The sealers started to use sckoooners to go to the ice floes in 1794 and then it turned into the second largest industry in New Foundland. In the 1800's the seal oil declined as the major export of the seal hunt because it was replaced with other products and then the seal fur started to be the main export product. The sealing industry declined and went from providing 30% to 10% of all of Newfoundland's exports.
In the early 1900's it wasn't an stable hunt and then with the WWI and WWII, most of the boats were used for the war effords. In 1947, there were only a couple of large vessels used and Canada, Norway, the Soviet Union, Denmark, US and France pushed out he New Foundlander Merchants.
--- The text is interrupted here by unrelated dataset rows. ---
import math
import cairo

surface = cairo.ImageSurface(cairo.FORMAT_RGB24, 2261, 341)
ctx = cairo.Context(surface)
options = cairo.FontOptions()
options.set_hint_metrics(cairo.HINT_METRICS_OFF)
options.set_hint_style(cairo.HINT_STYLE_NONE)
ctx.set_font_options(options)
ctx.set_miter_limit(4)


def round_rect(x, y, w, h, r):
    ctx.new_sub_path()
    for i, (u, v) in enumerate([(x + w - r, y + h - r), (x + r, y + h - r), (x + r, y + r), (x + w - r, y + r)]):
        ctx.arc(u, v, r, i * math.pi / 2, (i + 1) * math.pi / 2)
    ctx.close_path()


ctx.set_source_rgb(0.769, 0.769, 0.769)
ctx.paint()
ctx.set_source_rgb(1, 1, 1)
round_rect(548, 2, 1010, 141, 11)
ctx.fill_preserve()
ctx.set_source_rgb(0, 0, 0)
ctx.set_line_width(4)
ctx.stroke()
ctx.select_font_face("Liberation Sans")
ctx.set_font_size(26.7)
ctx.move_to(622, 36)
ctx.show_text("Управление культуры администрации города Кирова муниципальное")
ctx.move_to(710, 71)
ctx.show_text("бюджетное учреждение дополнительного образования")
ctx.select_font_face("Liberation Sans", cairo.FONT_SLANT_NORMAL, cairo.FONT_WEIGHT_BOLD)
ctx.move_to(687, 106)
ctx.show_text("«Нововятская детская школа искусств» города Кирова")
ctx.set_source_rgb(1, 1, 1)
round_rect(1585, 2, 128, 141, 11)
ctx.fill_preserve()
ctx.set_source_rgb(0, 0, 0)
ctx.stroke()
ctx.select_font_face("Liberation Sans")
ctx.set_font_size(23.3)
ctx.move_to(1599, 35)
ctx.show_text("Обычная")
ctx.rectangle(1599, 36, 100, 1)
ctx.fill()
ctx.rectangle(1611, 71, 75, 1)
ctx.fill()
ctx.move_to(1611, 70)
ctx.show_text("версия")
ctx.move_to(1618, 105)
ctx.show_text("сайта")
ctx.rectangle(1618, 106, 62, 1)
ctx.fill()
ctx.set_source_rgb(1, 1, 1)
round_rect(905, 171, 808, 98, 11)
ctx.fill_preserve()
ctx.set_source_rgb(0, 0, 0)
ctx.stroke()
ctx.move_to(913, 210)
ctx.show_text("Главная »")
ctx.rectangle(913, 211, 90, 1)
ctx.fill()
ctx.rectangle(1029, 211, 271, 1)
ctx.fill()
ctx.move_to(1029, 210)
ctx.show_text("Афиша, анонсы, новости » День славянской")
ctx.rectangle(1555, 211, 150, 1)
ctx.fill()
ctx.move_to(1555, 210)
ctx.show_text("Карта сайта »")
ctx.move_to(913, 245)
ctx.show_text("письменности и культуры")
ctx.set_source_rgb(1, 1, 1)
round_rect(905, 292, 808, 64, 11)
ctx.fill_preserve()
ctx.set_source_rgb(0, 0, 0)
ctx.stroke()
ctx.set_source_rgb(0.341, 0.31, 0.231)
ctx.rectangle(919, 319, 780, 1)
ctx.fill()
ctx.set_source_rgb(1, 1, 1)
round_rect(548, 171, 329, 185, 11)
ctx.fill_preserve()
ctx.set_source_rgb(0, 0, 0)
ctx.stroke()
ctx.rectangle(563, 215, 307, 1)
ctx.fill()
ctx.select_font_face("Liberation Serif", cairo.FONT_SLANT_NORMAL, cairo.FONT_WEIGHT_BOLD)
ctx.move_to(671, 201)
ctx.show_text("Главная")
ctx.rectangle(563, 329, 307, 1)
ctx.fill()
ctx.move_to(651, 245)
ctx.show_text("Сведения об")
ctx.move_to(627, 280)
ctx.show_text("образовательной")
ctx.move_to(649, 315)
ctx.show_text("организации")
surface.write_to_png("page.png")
In the 80's there was a ban on the trade of white coats in Europe (white coats are harp seals less than 2 weeks old), which after lots of propaganda, only misleaded the world and the Canadian public into believing that the seal hunt have ended for good. This ban only delayed their slaughter for few days until they were older than two weeks up to when they started to shed their first newborn fur. This was NOT a victory at all, because it didn't save the seals.
From 2007- to 2010, CATCA was very involved into achieving a ban on the import trade of all seal products at the European Union. Just few months ago and after several threats of Canada to sue the World Trade Organization for this ban, the ban was finally implemented.
But the seal hunt has declined because with the EU ban there is no market for the pelts. Besides that the geographical and extreme weather conditions are very dangerous for the sealers too, so for a seal pelt that 4 years ago was worth it up to $100 CAD, last year it was worth it $6 dollars, so many sealers decided last year that it was just not worth it the risk.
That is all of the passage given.